Reputation: 43
I want to generate a bounded distribution function from myself. But i see a strange behavior in the upper bound. This is my code:
import matplotlib.pyplot as plt
from scipy.stats import rv_continuous
def gaus(x, mu, sig):
return exp(-0.5*((x-mu)/sig)**2)/(sig*sqrt(2*pi))
class gaussian_gen(rv_continuous):
def _pdf(self, x):
return gaus(x,0.2,0.1)
gaussian = gaussian_gen(a=0.0,b=1)
plt.hist(gaussian.rvs(size=1000),bins=100)
plt.show()
And this is the plot: when it is centered at 0.2 I noticed that this behavior increases when the center of the gaussian is near the boundaries. What is the problem?
Upvotes: 2
Views: 421
Reputation: 726
The method _pdf()
requires a function that is properly normalized in the range of the probability density function. If the integral in the range [a, b]
is not 1
, scipy puts the remaining weight of the PDF at the upper bound. That is when when your mu
is near the bounds, you start seeing this feature at 1.
To correct this, we can modify the class to store the integral of the PDF between the bounds we care about and divide the return of _pdf()
by this value. The below code addresses this.
import matplotlib.pyplot as plt
import numpy as np
from scipy.stats import rv_continuous
from scipy.integrate import quad
def gaus(x, mu, sig):
return np.exp(-0.5*((x-mu)/sig)**2)/(sig*np.sqrt(2*np.pi))
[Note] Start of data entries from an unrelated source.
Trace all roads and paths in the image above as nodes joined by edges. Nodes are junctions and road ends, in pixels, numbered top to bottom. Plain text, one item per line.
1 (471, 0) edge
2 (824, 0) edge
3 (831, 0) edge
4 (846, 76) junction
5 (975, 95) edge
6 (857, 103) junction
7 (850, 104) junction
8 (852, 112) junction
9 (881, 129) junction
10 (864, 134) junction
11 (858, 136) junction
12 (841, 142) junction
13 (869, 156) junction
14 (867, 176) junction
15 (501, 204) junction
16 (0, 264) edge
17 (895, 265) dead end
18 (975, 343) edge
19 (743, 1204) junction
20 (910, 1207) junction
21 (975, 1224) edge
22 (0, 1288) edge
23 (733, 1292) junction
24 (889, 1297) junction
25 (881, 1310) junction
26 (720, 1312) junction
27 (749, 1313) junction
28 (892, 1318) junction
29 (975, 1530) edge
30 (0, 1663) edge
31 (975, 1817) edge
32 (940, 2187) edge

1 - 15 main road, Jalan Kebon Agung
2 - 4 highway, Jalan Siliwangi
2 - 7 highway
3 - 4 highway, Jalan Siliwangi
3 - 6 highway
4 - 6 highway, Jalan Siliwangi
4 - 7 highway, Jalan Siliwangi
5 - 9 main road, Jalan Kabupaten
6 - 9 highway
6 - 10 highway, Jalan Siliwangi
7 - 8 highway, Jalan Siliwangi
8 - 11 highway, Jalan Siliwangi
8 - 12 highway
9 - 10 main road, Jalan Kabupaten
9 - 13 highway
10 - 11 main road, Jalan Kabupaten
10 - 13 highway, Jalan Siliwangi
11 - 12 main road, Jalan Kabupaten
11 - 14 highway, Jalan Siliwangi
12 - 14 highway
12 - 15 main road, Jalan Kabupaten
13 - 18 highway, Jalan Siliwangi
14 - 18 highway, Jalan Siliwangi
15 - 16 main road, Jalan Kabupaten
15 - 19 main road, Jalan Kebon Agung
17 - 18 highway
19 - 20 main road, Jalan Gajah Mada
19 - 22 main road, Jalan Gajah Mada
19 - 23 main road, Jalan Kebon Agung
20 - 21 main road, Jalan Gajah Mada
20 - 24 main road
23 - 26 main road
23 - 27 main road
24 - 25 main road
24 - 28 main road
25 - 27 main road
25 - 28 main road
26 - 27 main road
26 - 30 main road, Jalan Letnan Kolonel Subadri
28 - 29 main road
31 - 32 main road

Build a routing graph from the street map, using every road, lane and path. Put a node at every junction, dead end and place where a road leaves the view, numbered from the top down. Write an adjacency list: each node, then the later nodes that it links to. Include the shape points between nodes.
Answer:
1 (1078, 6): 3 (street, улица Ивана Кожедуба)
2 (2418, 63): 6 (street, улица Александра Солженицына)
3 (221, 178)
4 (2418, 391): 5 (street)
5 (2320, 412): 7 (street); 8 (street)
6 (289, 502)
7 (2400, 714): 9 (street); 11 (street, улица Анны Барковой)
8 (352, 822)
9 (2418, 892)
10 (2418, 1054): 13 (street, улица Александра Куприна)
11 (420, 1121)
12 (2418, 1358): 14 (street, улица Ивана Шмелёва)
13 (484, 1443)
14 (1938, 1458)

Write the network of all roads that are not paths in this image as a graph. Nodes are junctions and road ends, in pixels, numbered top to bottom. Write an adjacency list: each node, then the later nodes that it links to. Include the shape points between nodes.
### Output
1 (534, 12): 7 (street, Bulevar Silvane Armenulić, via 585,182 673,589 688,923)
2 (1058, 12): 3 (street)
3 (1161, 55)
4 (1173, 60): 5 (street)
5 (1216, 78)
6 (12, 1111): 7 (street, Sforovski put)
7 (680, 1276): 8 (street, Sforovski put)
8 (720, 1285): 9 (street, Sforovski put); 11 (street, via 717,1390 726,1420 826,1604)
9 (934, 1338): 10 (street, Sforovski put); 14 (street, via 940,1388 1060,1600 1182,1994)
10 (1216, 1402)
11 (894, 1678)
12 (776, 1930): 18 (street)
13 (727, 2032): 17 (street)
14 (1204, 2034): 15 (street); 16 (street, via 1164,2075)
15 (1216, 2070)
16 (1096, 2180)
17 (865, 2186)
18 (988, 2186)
class gaussian_gen(rv_continuous):
def __init__(self, mu, sig, *args, **kwargs):
super().__init__(*args, **kwargs)
self.mu = mu
self.sig = sig
# Perform integration in the range we care about
self.integral, _ = quad(gaus, self.a, self.b, args=(self.mu, self.sig))
def _pdf(self, x):
# Return the normalized pdf
return gaus(x,self.mu, self.sig) / self.integral
gaussian = gaussian_gen(0.2, 0.2, a=0., b=1.)
plt.hist(gaussian.rvs(size=1000),bins=100)
plt.show()
Which gives the following sampled distribution
Which behaves correctly around the edges.
Upvotes: 3